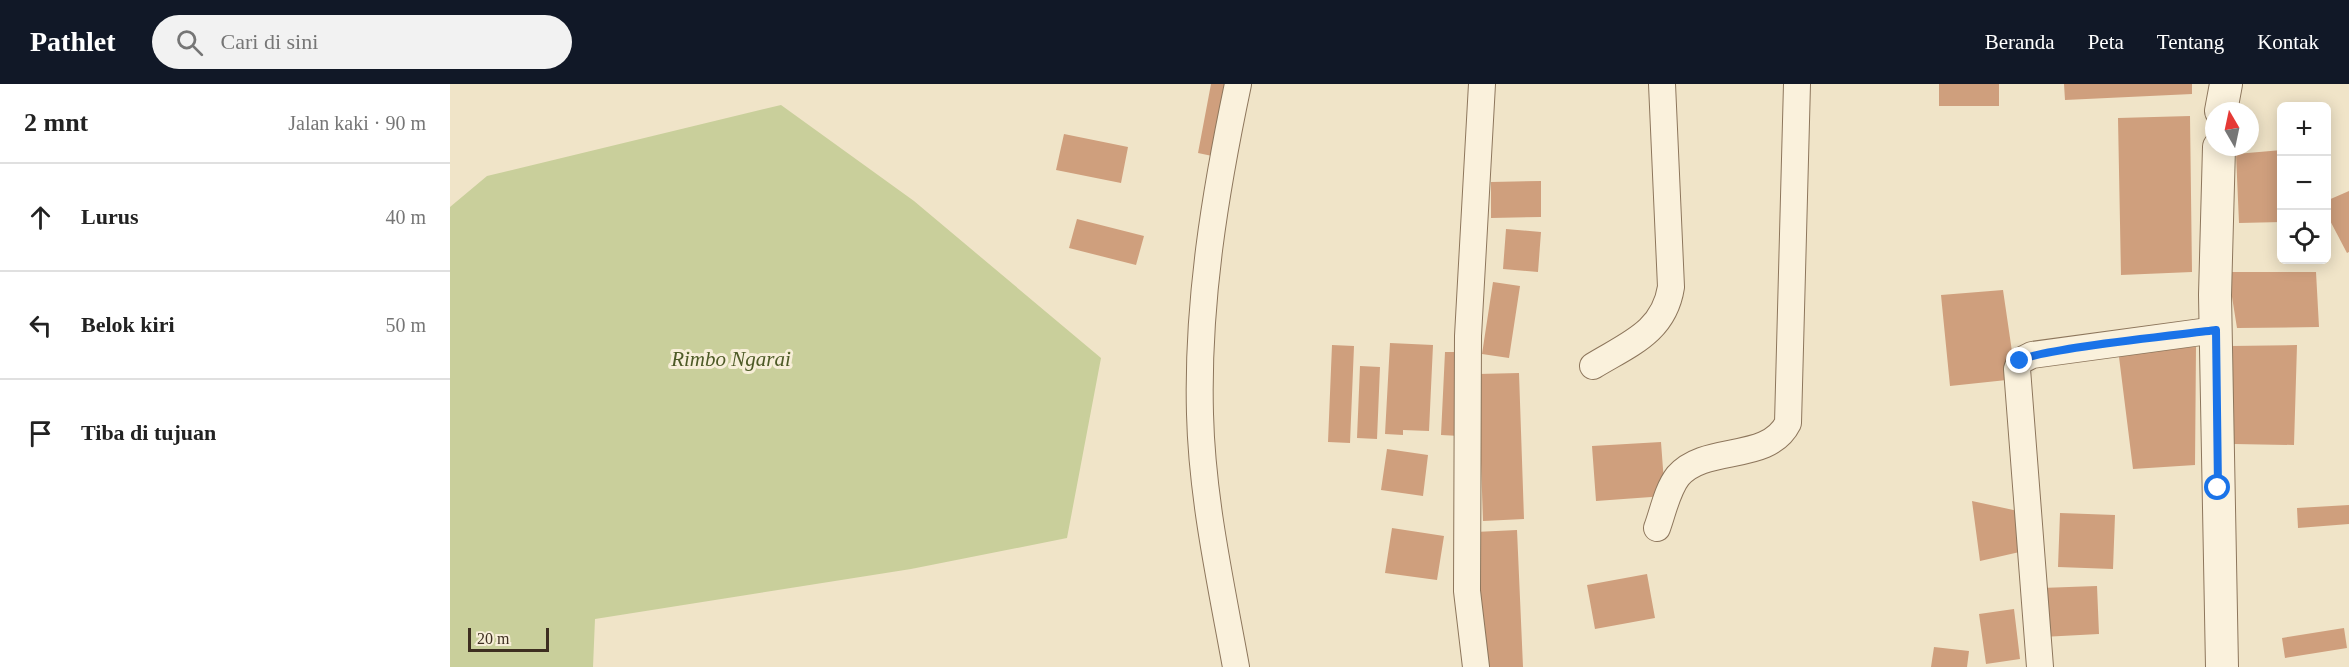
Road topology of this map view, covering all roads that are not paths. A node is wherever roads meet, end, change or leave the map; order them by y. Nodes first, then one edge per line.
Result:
1 (1238, 84) edge
2 (1482, 84) edge
3 (1662, 84) edge
4 (1797, 84) edge
5 (2226, 84) edge
6 (2223, 102) edge
7 (2219, 156) edge
8 (2216, 330) junction
9 (1593, 366) dead end
10 (1657, 528) dead end
11 (1236, 667) edge
12 (1476, 667) edge
13 (2040, 667) edge
14 (2222, 667) edge

1 - 11 street
2 - 12 street
3 - 9 street
4 - 10 street
5 - 6 street
7 - 8 street
8 - 13 street
8 - 14 street

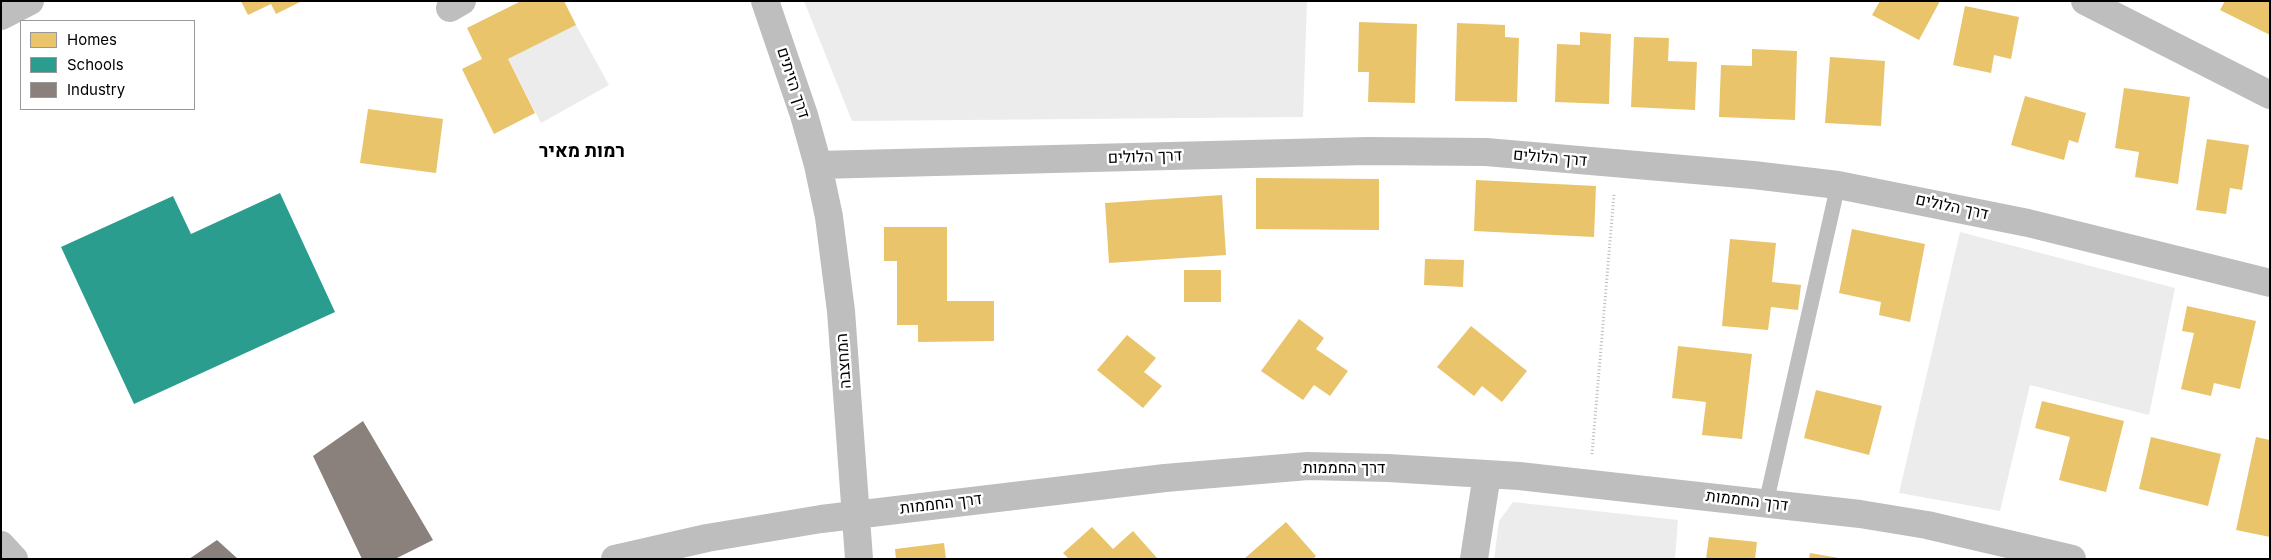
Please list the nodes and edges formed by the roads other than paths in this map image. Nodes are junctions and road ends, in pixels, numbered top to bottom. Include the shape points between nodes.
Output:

◇ ◇ ◇ ◇ ◇

Only the stretch of lines that begins with the one holding "Please list the" and ends with the last line above belongs in the answer; please write it out exactly.

Please list the nodes and edges formed by the roads other than paths in this map image. Nodes are junctions and road ends, in pixels, numbered top to bottom. Include the shape points between nodes.
Output:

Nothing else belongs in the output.